═════ Dataset records
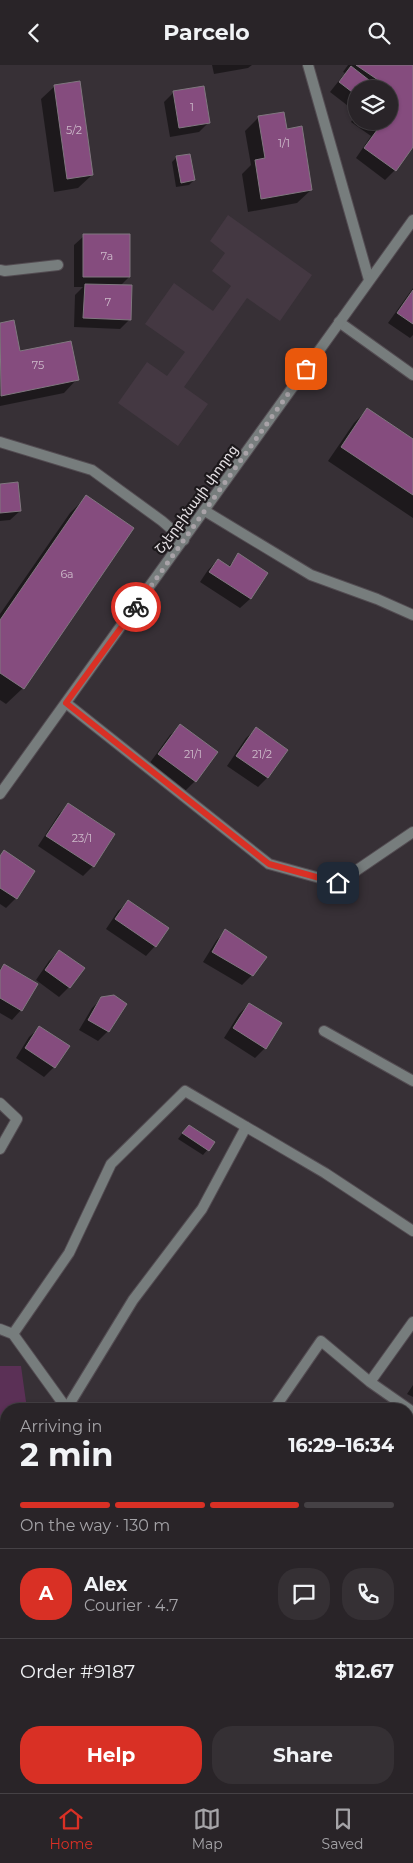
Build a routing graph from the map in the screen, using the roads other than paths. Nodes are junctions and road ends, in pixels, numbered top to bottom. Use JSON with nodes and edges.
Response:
{"nodes":[{"id":1,"x":308,"y":65,"type":"edge"},
{"id":2,"x":413,"y":220,"type":"edge"},
{"id":3,"x":58,"y":265,"type":"dead end"},
{"id":4,"x":0,"y":270,"type":"edge"},
{"id":5,"x":369,"y":279,"type":"junction"},
{"id":6,"x":339,"y":323,"type":"junction"},
{"id":7,"x":413,"y":375,"type":"edge"},
{"id":8,"x":0,"y":442,"type":"edge"},
{"id":9,"x":205,"y":511,"type":"junction"},
{"id":10,"x":184,"y":539,"type":"junction"},
{"id":11,"x":413,"y":615,"type":"edge"},
{"id":12,"x":66,"y":703,"type":"junction"},
{"id":13,"x":0,"y":794,"type":"edge"},
{"id":14,"x":413,"y":832,"type":"edge"},
{"id":15,"x":324,"y":1031,"type":"dead end"},
{"id":16,"x":413,"y":1081,"type":"edge"},
{"id":17,"x":0,"y":1103,"type":"edge"},
{"id":18,"x":246,"y":1127,"type":"junction"},
{"id":19,"x":0,"y":1149,"type":"edge"},
{"id":20,"x":413,"y":1231,"type":"edge"},
{"id":21,"x":413,"y":1322,"type":"edge"},
{"id":22,"x":0,"y":1329,"type":"edge"},
{"id":23,"x":13,"y":1334,"type":"junction"},
{"id":24,"x":370,"y":1382,"type":"junction"},
{"id":25,"x":63,"y":1403,"type":"edge"},
{"id":26,"x":70,"y":1403,"type":"edge"},
{"id":27,"x":278,"y":1403,"type":"edge"},
{"id":28,"x":400,"y":1403,"type":"edge"}],
"edges":[{"from":1,"to":5,"type":"street"},
{"from":2,"to":5,"type":"street","name":"Շչերբինայի փողոց"},
{"from":3,"to":4,"type":"street"},
{"from":5,"to":6,"type":"street","name":"Շչերբինայի փողոց"},
{"from":6,"to":7,"type":"street"},
{"from":6,"to":9,"type":"street","name":"Շչերբինայի փողոց"},
{"from":8,"to":10,"type":"street"},
{"from":9,"to":10,"type":"street","name":"Շչերբինայի փողոց"},
{"from":9,"to":11,"type":"street"},
{"from":10,"to":12,"type":"street","name":"Շչերբինայի փողոց"},
{"from":12,"to":13,"type":"street","name":"Շչերբինայի փողոց"},
{"from":12,"to":14,"type":"street"},
{"from":15,"to":16,"type":"street"},
{"from":17,"to":19,"type":"street"},
{"from":18,"to":20,"type":"street"},
{"from":18,"to":23,"type":"street"},
{"from":18,"to":26,"type":"street"},
{"from":21,"to":24,"type":"street"},
{"from":22,"to":23,"type":"street"},
{"from":23,"to":25,"type":"street"},
{"from":24,"to":27,"type":"street"},
{"from":24,"to":28,"type":"street"}]}
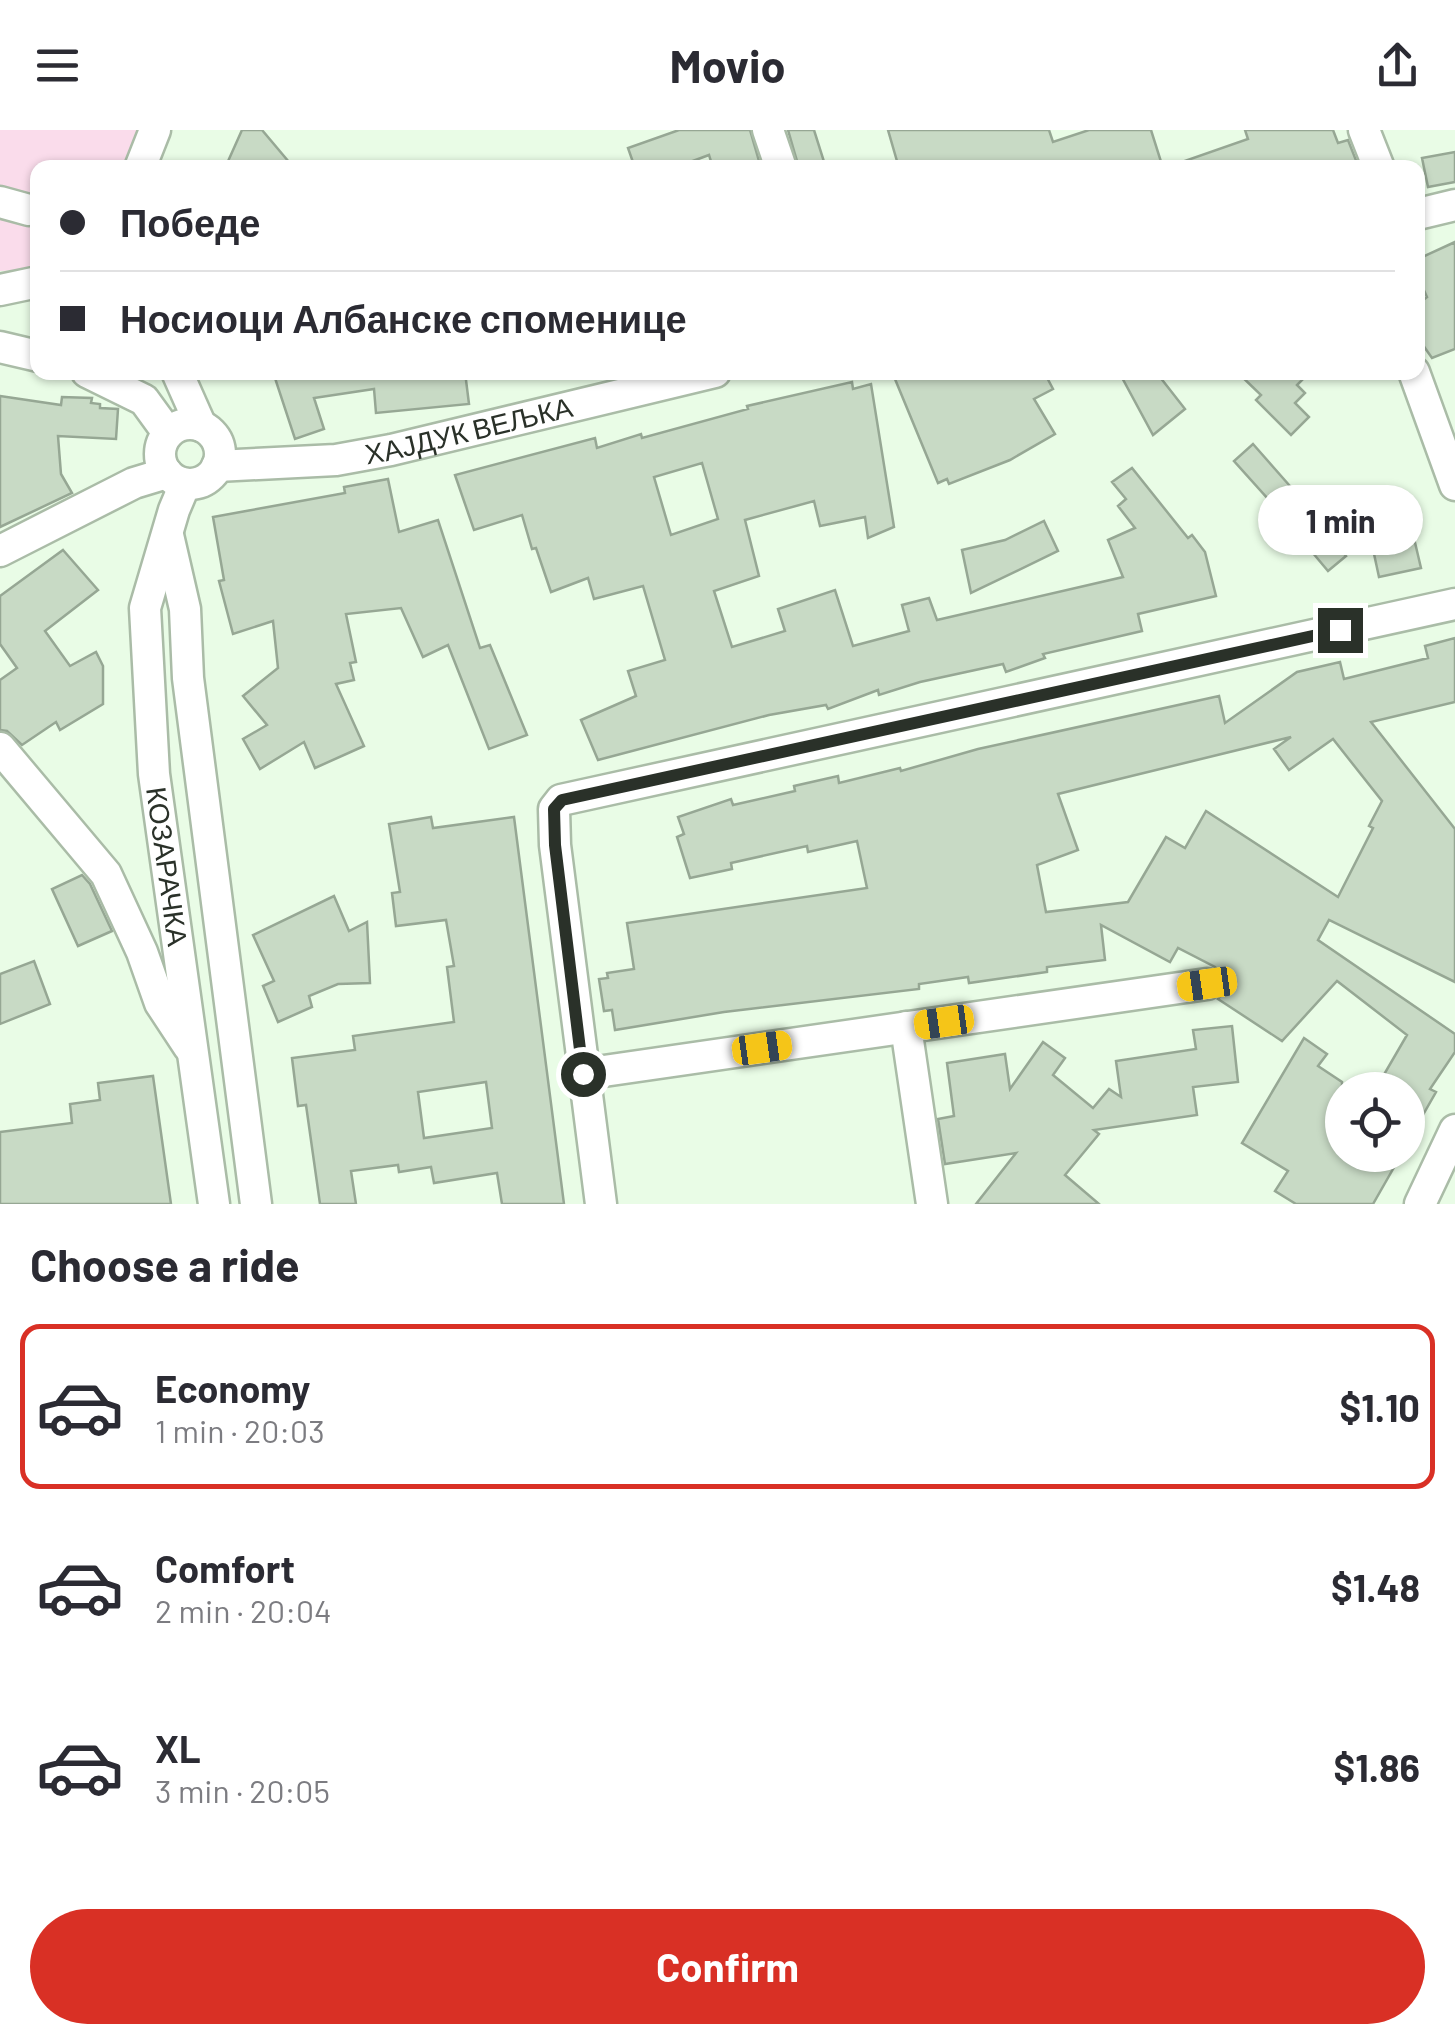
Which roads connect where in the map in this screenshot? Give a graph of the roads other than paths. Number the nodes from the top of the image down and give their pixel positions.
1 (155, 130) edge
2 (768, 130) edge
3 (1364, 130) edge
4 (143, 160) edge
5 (778, 160) edge
6 (1376, 160) edge
7 (1455, 205) edge
8 (1425, 212) edge
9 (30, 284) edge
10 (0, 290) edge
11 (0, 347) edge
12 (30, 354) edge
13 (103, 380) edge
14 (181, 380) edge
15 (682, 380) edge
16 (1417, 380) edge
17 (201, 426) junction
18 (168, 433) junction
19 (218, 466) junction
20 (176, 478) junction
21 (1455, 485) edge
22 (168, 532) junction
23 (0, 551) edge
24 (1455, 604) edge
25 (0, 748) edge
26 (1207, 984) dead end
27 (906, 1027) junction
28 (193, 1052) junction
29 (583, 1074) junction
30 (1455, 1130) edge
31 (214, 1204) edge
32 (256, 1204) edge
33 (600, 1204) edge
34 (932, 1204) edge
35 (1420, 1204) edge

1 - 4 street
2 - 5 street
3 - 6 street
7 - 8 street
9 - 10 street
11 - 12 street
13 - 18 street
14 - 17 street
15 - 19 street, ХАЈДУК ВЕЉКА
16 - 21 street
17 - 18 street
17 - 19 street
18 - 20 street
19 - 20 street
20 - 22 street, КОЗАРАЧКА
20 - 23 street
22 - 28 street, КОЗАРАЧКА
22 - 32 street, КОЗАРАЧКА
24 - 29 street
25 - 28 street
26 - 27 street
27 - 29 street
27 - 34 street
28 - 31 street, КОЗАРАЧКА
29 - 33 street
30 - 35 street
══════════
• **Work required**
Could you please return each line of the material exactly, dropping the pictures?

• **Written response**
Build a routing graph from the map in the screen, using the roads other than paths. Nodes are junctions and road ends, in pixels, numbered top to bottom. Use JSON with nodes and edges.
Response:
{"nodes":[{"id":1,"x":308,"y":65,"type":"edge"},
{"id":2,"x":413,"y":220,"type":"edge"},
{"id":3,"x":58,"y":265,"type":"dead end"},
{"id":4,"x":0,"y":270,"type":"edge"},
{"id":5,"x":369,"y":279,"type":"junction"},
{"id":6,"x":339,"y":323,"type":"junction"},
{"id":7,"x":413,"y":375,"type":"edge"},
{"id":8,"x":0,"y":442,"type":"edge"},
{"id":9,"x":205,"y":511,"type":"junction"},
{"id":10,"x":184,"y":539,"type":"junction"},
{"id":11,"x":413,"y":615,"type":"edge"},
{"id":12,"x":66,"y":703,"type":"junction"},
{"id":13,"x":0,"y":794,"type":"edge"},
{"id":14,"x":413,"y":832,"type":"edge"},
{"id":15,"x":324,"y":1031,"type":"dead end"},
{"id":16,"x":413,"y":1081,"type":"edge"},
{"id":17,"x":0,"y":1103,"type":"edge"},
{"id":18,"x":246,"y":1127,"type":"junction"},
{"id":19,"x":0,"y":1149,"type":"edge"},
{"id":20,"x":413,"y":1231,"type":"edge"},
{"id":21,"x":413,"y":1322,"type":"edge"},
{"id":22,"x":0,"y":1329,"type":"edge"},
{"id":23,"x":13,"y":1334,"type":"junction"},
{"id":24,"x":370,"y":1382,"type":"junction"},
{"id":25,"x":63,"y":1403,"type":"edge"},
{"id":26,"x":70,"y":1403,"type":"edge"},
{"id":27,"x":278,"y":1403,"type":"edge"},
{"id":28,"x":400,"y":1403,"type":"edge"}],
"edges":[{"from":1,"to":5,"type":"street"},
{"from":2,"to":5,"type":"street","name":"Շչերբինայի փողոց"},
{"from":3,"to":4,"type":"street"},
{"from":5,"to":6,"type":"street","name":"Շչերբինայի փողոց"},
{"from":6,"to":7,"type":"street"},
{"from":6,"to":9,"type":"street","name":"Շչերբինայի փողոց"},
{"from":8,"to":10,"type":"street"},
{"from":9,"to":10,"type":"street","name":"Շչերբինայի փողոց"},
{"from":9,"to":11,"type":"street"},
{"from":10,"to":12,"type":"street","name":"Շչերբինայի փողոց"},
{"from":12,"to":13,"type":"street","name":"Շչերբինայի փողոց"},
{"from":12,"to":14,"type":"street"},
{"from":15,"to":16,"type":"street"},
{"from":17,"to":19,"type":"street"},
{"from":18,"to":20,"type":"street"},
{"from":18,"to":23,"type":"street"},
{"from":18,"to":26,"type":"street"},
{"from":21,"to":24,"type":"street"},
{"from":22,"to":23,"type":"street"},
{"from":23,"to":25,"type":"street"},
{"from":24,"to":27,"type":"street"},
{"from":24,"to":28,"type":"street"}]}
Which roads connect where in the map in this screenshot? Give a graph of the roads other than paths. Number the nodes from the top of the image down and give their pixel positions.
1 (155, 130) edge
2 (768, 130) edge
3 (1364, 130) edge
4 (143, 160) edge
5 (778, 160) edge
6 (1376, 160) edge
7 (1455, 205) edge
8 (1425, 212) edge
9 (30, 284) edge
10 (0, 290) edge
11 (0, 347) edge
12 (30, 354) edge
13 (103, 380) edge
14 (181, 380) edge
15 (682, 380) edge
16 (1417, 380) edge
17 (201, 426) junction
18 (168, 433) junction
19 (218, 466) junction
20 (176, 478) junction
21 (1455, 485) edge
22 (168, 532) junction
23 (0, 551) edge
24 (1455, 604) edge
25 (0, 748) edge
26 (1207, 984) dead end
27 (906, 1027) junction
28 (193, 1052) junction
29 (583, 1074) junction
30 (1455, 1130) edge
31 (214, 1204) edge
32 (256, 1204) edge
33 (600, 1204) edge
34 (932, 1204) edge
35 (1420, 1204) edge

1 - 4 street
2 - 5 street
3 - 6 street
7 - 8 street
9 - 10 street
11 - 12 street
13 - 18 street
14 - 17 street
15 - 19 street, ХАЈДУК ВЕЉКА
16 - 21 street
17 - 18 street
17 - 19 street
18 - 20 street
19 - 20 street
20 - 22 street, КОЗАРАЧКА
20 - 23 street
22 - 28 street, КОЗАРАЧКА
22 - 32 street, КОЗАРАЧКА
24 - 29 street
25 - 28 street
26 - 27 street
27 - 29 street
27 - 34 street
28 - 31 street, КОЗАРАЧКА
29 - 33 street
30 - 35 street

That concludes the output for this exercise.